The recapture of the Iraqi city of Mosul, the largest urban center ISIS ever captured, in July 2017 hasn’t substantially improved the humanitarian situation for Yezidis. While some have returned to the ruins of Sinjar no reconstruction has commenced and no comprehensive plan or project to resettle the Yezidis on their homeland has yet been drawn up.

Earlier this August rumours that Iraqi Shiite paramilitaries, who are under Iraqi government command, were withdrawing from Nineveh province, where Sinjar is situated, worried some in the Yezidi community. While relations between some armed Yezidi groups and these paramilitaries have been tense since Baghdad took over Sinjar last October the Yezidis nevertheless feared that a withdrawal of these paramilitaries without a follow-up deployment of Iraqi Army or Peshmerga forces could create a vacuum that ISIS could exploit to subject them to another genocide. Ultimately the paramilitaries are merely reorganizing their forces rather than withdrawing. Nevertheless the fears such rumours sparked demonstrated how vulnerable the Yezidis still feel four years later, despite the ostensible defeat of ISIS in Iraq.

That wasn’t the only thing that spread fear throughout the Yezidi community this August. On August 15th Ismail Özden a member of the Kurdistan Workers’ Party (PKK), who was ethnically Yezidi and commonly known as Zaki Shingali, was killed in a Turkish airstrike in the Sinjar region. Shingali was returning from the town of Kocho, where he was attending a commemorative memorial to a massacre ISIS carried out in that town exactly four years before, when the Turkish aircraft destroyed his convoy.

Turkey, along with the United States and the European Union, has designated the PKK a terrorist organization and has fought it since 1984. Shingali was one of Turkey’s most-wanted PKK members. The PKK were, nevertheless, instrumental in helping defend the Yezidis in Sinjar from ISIS. The group rescued thousands of Yezidis who were infamously trapped on Mount Sinjar amid the ISIS assault. If it weren’t for these efforts thousands, if not tens-of-thousands, more Yezidis would likely have been massacred and subjected to unmentionable abuse in August 2014.

Yezidis were subsequently dismayed by the assassination of Shingali, since he helped those critical efforts that saved so many of them.

Yezidis in Iraqi Kurdistan live in what were supposed to have been temporary tents, provided by the U.N. and other international agencies, of the kind that can be readily set up in the case of large displacements caused by war or large-scale natural disasters. Such dwellings are not designed to be permanent and are even dangerously flammable. The climate of Kurdistan is excruciatingly hot in summer and the Yezidis have no access to air conditioning, or in some severe cases even a steady supply of water, and suffer in the unrelenting heat as a result. Winter is not much better since it can become extremely cold, when Yezidis have to risk using stoves in their flammable tents to stay warm, and some camps have even been flooded in heavy rain.

Furthermore, under Iraqi control the health system in Sinjar has gotten worse.

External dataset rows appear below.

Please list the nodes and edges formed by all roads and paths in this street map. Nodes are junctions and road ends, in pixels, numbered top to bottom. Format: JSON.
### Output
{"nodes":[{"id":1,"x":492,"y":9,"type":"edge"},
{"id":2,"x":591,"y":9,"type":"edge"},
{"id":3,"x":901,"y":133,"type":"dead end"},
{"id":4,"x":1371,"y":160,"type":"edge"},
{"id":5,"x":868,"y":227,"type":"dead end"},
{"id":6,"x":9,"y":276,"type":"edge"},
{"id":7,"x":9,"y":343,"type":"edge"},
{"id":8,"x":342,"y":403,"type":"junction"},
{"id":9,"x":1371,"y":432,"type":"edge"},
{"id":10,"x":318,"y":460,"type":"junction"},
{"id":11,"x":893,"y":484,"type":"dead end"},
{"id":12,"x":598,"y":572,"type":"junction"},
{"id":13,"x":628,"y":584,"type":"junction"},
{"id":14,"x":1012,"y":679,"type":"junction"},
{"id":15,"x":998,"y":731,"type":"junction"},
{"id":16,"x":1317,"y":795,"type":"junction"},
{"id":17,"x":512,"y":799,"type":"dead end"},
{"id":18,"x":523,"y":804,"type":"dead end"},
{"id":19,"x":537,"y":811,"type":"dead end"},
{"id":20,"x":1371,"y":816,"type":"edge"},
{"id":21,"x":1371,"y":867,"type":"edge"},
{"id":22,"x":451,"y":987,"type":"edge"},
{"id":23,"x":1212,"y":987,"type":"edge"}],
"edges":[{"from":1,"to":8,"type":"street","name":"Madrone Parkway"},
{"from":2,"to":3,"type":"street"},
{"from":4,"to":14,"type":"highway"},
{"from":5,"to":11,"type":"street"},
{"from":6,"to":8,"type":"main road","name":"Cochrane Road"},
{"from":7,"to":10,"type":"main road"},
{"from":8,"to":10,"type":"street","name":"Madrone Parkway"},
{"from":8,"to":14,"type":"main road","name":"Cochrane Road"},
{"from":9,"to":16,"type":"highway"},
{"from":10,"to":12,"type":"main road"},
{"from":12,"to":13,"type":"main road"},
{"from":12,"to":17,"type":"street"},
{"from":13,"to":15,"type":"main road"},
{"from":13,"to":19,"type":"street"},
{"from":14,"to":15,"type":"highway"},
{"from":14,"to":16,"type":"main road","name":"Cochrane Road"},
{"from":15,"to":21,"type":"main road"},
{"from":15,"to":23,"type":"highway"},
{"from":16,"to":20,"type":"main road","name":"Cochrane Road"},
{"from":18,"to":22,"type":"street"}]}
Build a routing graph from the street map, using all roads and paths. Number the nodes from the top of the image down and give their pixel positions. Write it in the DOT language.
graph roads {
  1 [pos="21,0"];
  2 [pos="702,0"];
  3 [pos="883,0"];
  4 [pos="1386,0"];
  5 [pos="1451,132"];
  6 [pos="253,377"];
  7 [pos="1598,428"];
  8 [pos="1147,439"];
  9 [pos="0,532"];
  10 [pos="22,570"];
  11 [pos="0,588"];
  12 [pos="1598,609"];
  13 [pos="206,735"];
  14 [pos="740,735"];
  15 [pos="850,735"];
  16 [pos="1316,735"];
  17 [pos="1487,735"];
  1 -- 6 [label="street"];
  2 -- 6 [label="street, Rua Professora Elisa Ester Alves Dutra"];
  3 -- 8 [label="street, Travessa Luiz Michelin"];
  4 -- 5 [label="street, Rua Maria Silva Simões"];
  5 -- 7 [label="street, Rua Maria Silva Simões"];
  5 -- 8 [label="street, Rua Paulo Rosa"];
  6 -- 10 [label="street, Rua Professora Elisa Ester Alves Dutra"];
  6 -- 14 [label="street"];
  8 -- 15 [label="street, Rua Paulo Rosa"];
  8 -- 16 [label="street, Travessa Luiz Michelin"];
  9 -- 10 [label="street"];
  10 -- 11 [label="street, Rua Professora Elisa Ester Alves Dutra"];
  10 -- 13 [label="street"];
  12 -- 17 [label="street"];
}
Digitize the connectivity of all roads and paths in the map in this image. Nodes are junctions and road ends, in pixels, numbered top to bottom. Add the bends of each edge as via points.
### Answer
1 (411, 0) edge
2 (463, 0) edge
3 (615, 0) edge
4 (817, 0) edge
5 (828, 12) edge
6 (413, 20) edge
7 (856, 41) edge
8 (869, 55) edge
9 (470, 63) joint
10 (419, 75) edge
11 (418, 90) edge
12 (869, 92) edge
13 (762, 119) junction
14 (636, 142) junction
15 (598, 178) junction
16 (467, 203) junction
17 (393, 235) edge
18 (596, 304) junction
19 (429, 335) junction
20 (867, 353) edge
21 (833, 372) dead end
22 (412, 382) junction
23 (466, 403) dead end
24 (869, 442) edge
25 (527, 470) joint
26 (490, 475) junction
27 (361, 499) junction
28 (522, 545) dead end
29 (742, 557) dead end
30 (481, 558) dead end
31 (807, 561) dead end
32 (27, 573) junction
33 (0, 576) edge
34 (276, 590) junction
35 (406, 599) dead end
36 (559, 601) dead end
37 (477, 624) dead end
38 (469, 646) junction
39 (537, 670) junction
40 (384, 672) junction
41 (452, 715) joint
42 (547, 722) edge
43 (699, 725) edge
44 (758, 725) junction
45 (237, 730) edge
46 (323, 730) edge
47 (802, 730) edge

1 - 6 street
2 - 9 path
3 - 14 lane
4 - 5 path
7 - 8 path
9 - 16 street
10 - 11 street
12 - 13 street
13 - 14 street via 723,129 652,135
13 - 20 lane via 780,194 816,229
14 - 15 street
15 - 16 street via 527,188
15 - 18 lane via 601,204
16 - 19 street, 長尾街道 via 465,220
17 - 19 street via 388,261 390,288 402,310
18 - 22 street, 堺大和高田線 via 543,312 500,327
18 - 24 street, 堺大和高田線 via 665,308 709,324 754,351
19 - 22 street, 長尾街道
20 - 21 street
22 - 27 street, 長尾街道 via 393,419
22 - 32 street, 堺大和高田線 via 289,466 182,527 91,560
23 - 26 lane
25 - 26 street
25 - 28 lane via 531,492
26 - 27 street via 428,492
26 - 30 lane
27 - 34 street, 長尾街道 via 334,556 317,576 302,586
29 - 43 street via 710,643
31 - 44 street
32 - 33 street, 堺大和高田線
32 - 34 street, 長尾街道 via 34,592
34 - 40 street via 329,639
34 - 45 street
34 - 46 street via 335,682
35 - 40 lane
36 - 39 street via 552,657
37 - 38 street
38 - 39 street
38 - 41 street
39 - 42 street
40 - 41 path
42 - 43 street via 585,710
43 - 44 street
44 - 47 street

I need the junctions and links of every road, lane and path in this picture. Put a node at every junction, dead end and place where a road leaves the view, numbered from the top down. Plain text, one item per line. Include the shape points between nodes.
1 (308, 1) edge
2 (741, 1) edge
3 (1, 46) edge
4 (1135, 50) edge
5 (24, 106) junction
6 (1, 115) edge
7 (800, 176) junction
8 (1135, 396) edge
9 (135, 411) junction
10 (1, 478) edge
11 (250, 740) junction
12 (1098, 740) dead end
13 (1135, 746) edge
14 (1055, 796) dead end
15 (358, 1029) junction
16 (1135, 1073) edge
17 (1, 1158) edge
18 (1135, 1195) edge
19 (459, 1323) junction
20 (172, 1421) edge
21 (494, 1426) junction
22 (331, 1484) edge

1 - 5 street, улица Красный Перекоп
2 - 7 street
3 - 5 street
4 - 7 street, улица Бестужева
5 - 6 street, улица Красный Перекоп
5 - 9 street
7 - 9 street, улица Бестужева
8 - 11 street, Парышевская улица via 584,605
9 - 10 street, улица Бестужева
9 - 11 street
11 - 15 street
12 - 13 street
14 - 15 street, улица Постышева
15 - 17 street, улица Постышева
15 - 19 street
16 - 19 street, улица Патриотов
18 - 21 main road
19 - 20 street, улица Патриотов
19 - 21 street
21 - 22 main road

Impoverished Yezidis who previously had to pay 500 Iraqi Dinars (IQD) under Kurdish administration, less than $0.50USD, for a simple, yet essential, medical check-up now have to pay 3,000IQD, just over $2USD. While a relatively small amount it is enough of a difference to make it inaccessible to many. This isn’t the only problem, under the Iraqi system many Yezidi women have been checked into hospitals in Mosul and consequently suffered traumatizing flashbacks from their time in captivity there. Also, the recapture of most of the territory formerly under ISIS’s so-called caliphate has not revealed the fate of more than 3,000 Yezidis who disappeared four years now.

In light of this grim reality it’s clear that almost half-a-decade after Yezidis were subjected to one of the greatest crimes against humanity of this century their lot has not improved and it will still take some time before they can begin to recover.